The name struck Argon harder than any guard’s baton. He remembered the scent of dry straw lingering in her hair, the warmth of her tiny, fragile hand clutching his tattered sleeve in their slum cellar before he and the crew set out for the heist. Now, here he was, a piece of industrial scrap from the bottom of society, chained and waiting to be thrown into the relentless gears of war. He bit his lip until it bled, the metallic, salty taste of blood flooding his mouth. He did not cry. Physical pain was the only thing keeping his sanity from being crushed by the injustice of the era.
“Shut your traps, you maggots!”
A roar erupted like a landslide, thick with brutal violence. A heavily scarred Orc, his skin as black as charred coal, lunged half of his colossal frame forward. Rippling muscles tensed, and scars left by rusted daggers and swords from past life-and-death battles twitched beneath his thick hide. His eyes were bloodshot, veined with crimson like a starving wolf staring dead at Argon.
“One more word, and I will personally tear your throats out and use your intestines as ropes,” the Orc growled, his saliva spraying, foul with the stench of rotting meat and cheap, bootleg liquor.
“Calm yourself, Jax,” a cold, monotone voice answered.
An Elf sat opposite the Orc, his pointed ears twitching slightly in sheer disdain. He looked at the naked, exposed humans with emerald eyes that were sharp yet hollow the gaze of a man who viewed life as nothing more than numbers on a deadly ledger. “Save that strength for the ‘feast’. Blood will flow soon enough. It would be a waste to kill these brats before the Abyss can strip the flesh from their bones. Let them taste what it feels like to have their skeletal frames snapped piece by piece by the monsters snarling below.”
The room plunged into a suffocating silence. The air grew thick, stagnant with the trapped stench of sweat, the raw malice of the Orc, and the clinical cruelty of the Elf. Mia curled inward, weeping soundlessly. Jin held his breath, the color completely drained from his face as his teeth chattered uncontrollably. Only Ken held his ground, his knuckles white as he gripped the armrests, staring back at Jax like a cornered beast.
Argon remained motionless. In that exact fraction of a second, a faint, haunted storm-green light flickered imperceptibly beneath his tightly clenched fingers. A primeval power stirred within. But Argon gritted his teeth, smothering it instantly; he knew all too well that now was not the time to show his hand.

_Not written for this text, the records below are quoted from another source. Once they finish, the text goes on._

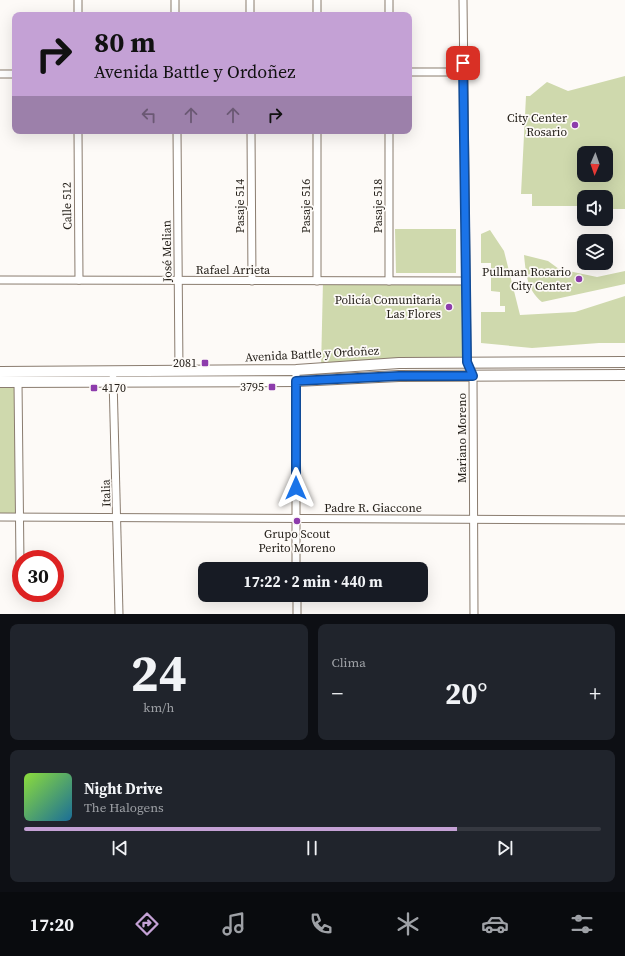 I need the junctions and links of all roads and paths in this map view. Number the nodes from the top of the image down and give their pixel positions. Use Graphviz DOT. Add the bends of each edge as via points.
graph roads {
  1 [pos="78,0"];
  2 [pos="175,0"];
  3 [pos="250,0"];
  4 [pos="317,0"];
  5 [pos="389,0"];
  6 [pos="463,0"];
  7 [pos="78,12"];
  8 [pos="175,12"];
  9 [pos="250,12"];
  10 [pos="317,12"];
  11 [pos="389,12"];
  12 [pos="412,72"];
  13 [pos="463,72"];
  14 [pos="0,74"];
  15 [pos="12,74"];
  16 [pos="78,134"];
  17 [pos="177,134"];
  18 [pos="251,134"];
  19 [pos="317,134"];
  20 [pos="389,134"];
  21 [pos="0,280"];
  22 [pos="79,280"];
  23 [pos="178,280"];
  24 [pos="252,281"];
  25 [pos="317,281"];
  26 [pos="389,281"];
  27 [pos="466,281"];
  28 [pos="467,362"];
  29 [pos="625,362"];
  30 [pos="296,370"];
  31 [pos="113,371"];
  32 [pos="179,371"];
  33 [pos="0,372"];
  34 [pos="625,375"];
  35 [pos="473,376"];
  36 [pos="296,381"];
  37 [pos="0,382"];
  38 [pos="18,382"];
  39 [pos="113,382"];
  40 [pos="0,517"];
  41 [pos="20,517"];
  42 [pos="118,518"];
  43 [pos="296,518"];
  44 [pos="474,519"];
  45 [pos="625,520"];
  46 [pos="20,550"];
  47 [pos="296,562"];
  48 [pos="296,602"];
  49 [pos="119,614"];
  50 [pos="297,614"];
  51 [pos="474,614"];
  1 -- 7 [label="street"];
  2 -- 8 [label="street"];
  3 -- 9 [label="street"];
  4 -- 10 [label="street"];
  5 -- 11 [label="street"];
  6 -- 13 [label="street, Mariano Moreno"];
  12 -- 13 [label="street"];
  13 -- 27 [label="street, Mariano Moreno"];
  14 -- 15 [label="street"];
  16 -- 22 [label="street, Calle 512"];
  17 -- 23 [label="street, José Melian"];
  18 -- 24 [label="street, Pasaje 514"];
  19 -- 25 [label="street, Pasaje 516"];
  20 -- 26 [label="street, Pasaje 518"];
  21 -- 22 [label="street, Rafael Arrieta"];
  22 -- 23 [label="street, Rafael Arrieta"];
  23 -- 24 [label="street, Rafael Arrieta"];
  23 -- 32 [label="street, José Melian"];
  24 -- 25 [label="street, Rafael Arrieta"];
  25 -- 26 [label="street, Rafael Arrieta"];
  26 -- 27 [label="street, Rafael Arrieta"];
  27 -- 28 [label="street, Mariano Moreno"];
  28 -- 29 [label="main road, Avenida Battle y Ordoñez"];
  28 -- 30 [label="main road, Avenida Battle y Ordoñez" via="399,363"];
  28 -- 35 [label="street, Mariano Moreno"];
  30 -- 32 [label="main road, Avenida Battle y Ordoñez"];
  30 -- 36 [label="street"];
  31 -- 32 [label="main road, Avenida Battle y Ordoñez"];
  31 -- 33 [label="main road, Avenida Battle y Ordoñez"];
  31 -- 39 [label="street, Italia"];
  34 -- 35 [label="main road, Avenida Battle y Ordoñez"];
  35 -- 36 [label="main road, Avenida Battle y Ordoñez" via="399,376"];
  35 -- 44 [label="street, Mariano Moreno"];
  36 -- 39 [label="main road, Avenida Battle y Ordoñez"];
  36 -- 43 [label="street"];
  37 -- 38 [label="main road, Avenida Battle y Ordoñez"];
  38 -- 39 [label="main road, Avenida Battle y Ordoñez"];
  38 -- 41 [label="street"];
  39 -- 42 [label="street, Italia"];
  40 -- 41 [label="street, Padre R. Giaccone"];
  41 -- 42 [label="street, Padre R. Giaccone"];
  41 -- 46 [label="street"];
  42 -- 43 [label="street, Padre R. Giaccone"];
  42 -- 49 [label="street, Italia"];
  43 -- 44 [label="street, Padre R. Giaccone"];
  43 -- 47 [label="street"];
  44 -- 45 [label="street, Padre R. Giaccone"];
  44 -- 51 [label="street, Mariano Moreno"];
  48 -- 50 [label="street"];
}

Deep within his chest, his heart hammered like a wild animal caught in a thorn trap, hot blood scalding his veins. The Orc’s growl wasn’t just sound; it was a physical assault meant to crush the will of a street kid. He stared directly at the deep scar tearing down from Jax’s eye to his jaw—the jagged remnant of a fatal strike from an axe or a greatsword.
A strange, hollow, and freezing calm enveloped Argon. When fear crosses its absolute threshold, it mutates into the most primal assassin’s instinct. He locked eyes with the monster, refusing to look away, memorizing every wrinkle, every yellowed fang still stained with crusts of dried blood.

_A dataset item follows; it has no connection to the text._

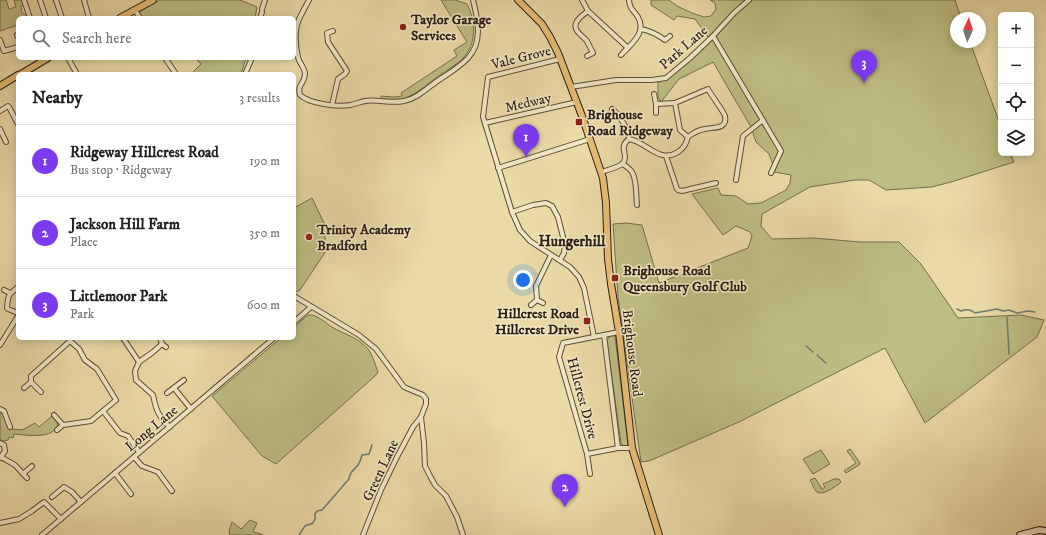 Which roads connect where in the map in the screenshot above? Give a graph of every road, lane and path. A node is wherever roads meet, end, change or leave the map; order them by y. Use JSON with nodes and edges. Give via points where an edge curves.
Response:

Growl all you want, you old monster. I will watch this pit swallow you whole. I will listen to your bones shatter beneath the fangs of the anomalies. Or better yet... I will be the one to slit your throat and let your blood dye this deck black.

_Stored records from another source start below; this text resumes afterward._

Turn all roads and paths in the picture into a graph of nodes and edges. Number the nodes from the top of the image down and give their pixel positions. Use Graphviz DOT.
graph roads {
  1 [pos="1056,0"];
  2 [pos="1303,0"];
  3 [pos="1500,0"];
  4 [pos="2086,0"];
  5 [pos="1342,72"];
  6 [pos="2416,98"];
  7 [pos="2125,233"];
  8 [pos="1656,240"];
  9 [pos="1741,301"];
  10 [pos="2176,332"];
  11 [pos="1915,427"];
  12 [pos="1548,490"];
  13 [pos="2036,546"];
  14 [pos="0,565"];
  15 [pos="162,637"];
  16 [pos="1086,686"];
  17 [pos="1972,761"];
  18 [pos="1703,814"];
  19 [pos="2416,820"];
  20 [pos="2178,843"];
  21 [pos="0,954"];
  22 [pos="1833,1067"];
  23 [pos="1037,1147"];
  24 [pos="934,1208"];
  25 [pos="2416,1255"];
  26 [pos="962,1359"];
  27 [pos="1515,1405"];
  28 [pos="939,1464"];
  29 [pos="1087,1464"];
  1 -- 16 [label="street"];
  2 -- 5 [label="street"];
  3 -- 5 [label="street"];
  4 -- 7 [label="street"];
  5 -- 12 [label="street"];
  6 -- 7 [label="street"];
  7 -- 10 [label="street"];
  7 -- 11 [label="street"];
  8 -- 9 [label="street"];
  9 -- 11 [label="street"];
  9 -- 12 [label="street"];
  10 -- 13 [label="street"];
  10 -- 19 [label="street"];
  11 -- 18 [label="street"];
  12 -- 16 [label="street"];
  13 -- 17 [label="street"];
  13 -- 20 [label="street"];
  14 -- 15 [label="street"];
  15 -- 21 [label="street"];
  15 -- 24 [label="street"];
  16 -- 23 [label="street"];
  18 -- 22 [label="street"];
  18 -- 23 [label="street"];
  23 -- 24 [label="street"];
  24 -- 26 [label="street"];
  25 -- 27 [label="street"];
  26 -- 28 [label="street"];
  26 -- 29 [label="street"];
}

The breathless silence following Argon’s defiance was broken by a tired, death-laden sigh. An old man with salt-and-pepper hair, his frame thin yet hardened like a piece of old wood soaked in bog water, looked at the boy. His voice dropped low, carrying a despair that cut to the bone:
“Quiet down, kids. If you want to see tomorrow’s sun... claw onto your lives with your fingernails and your teeth, with everything you’ve got. On this ghost ship, we aren’t enemies yet. At least, it isn’t time to murder and eat each other to survive the day. The ‘thing’ baring its fangs and waiting for us at the bottom of that pit... that is the real, flesh-rending nightmare.”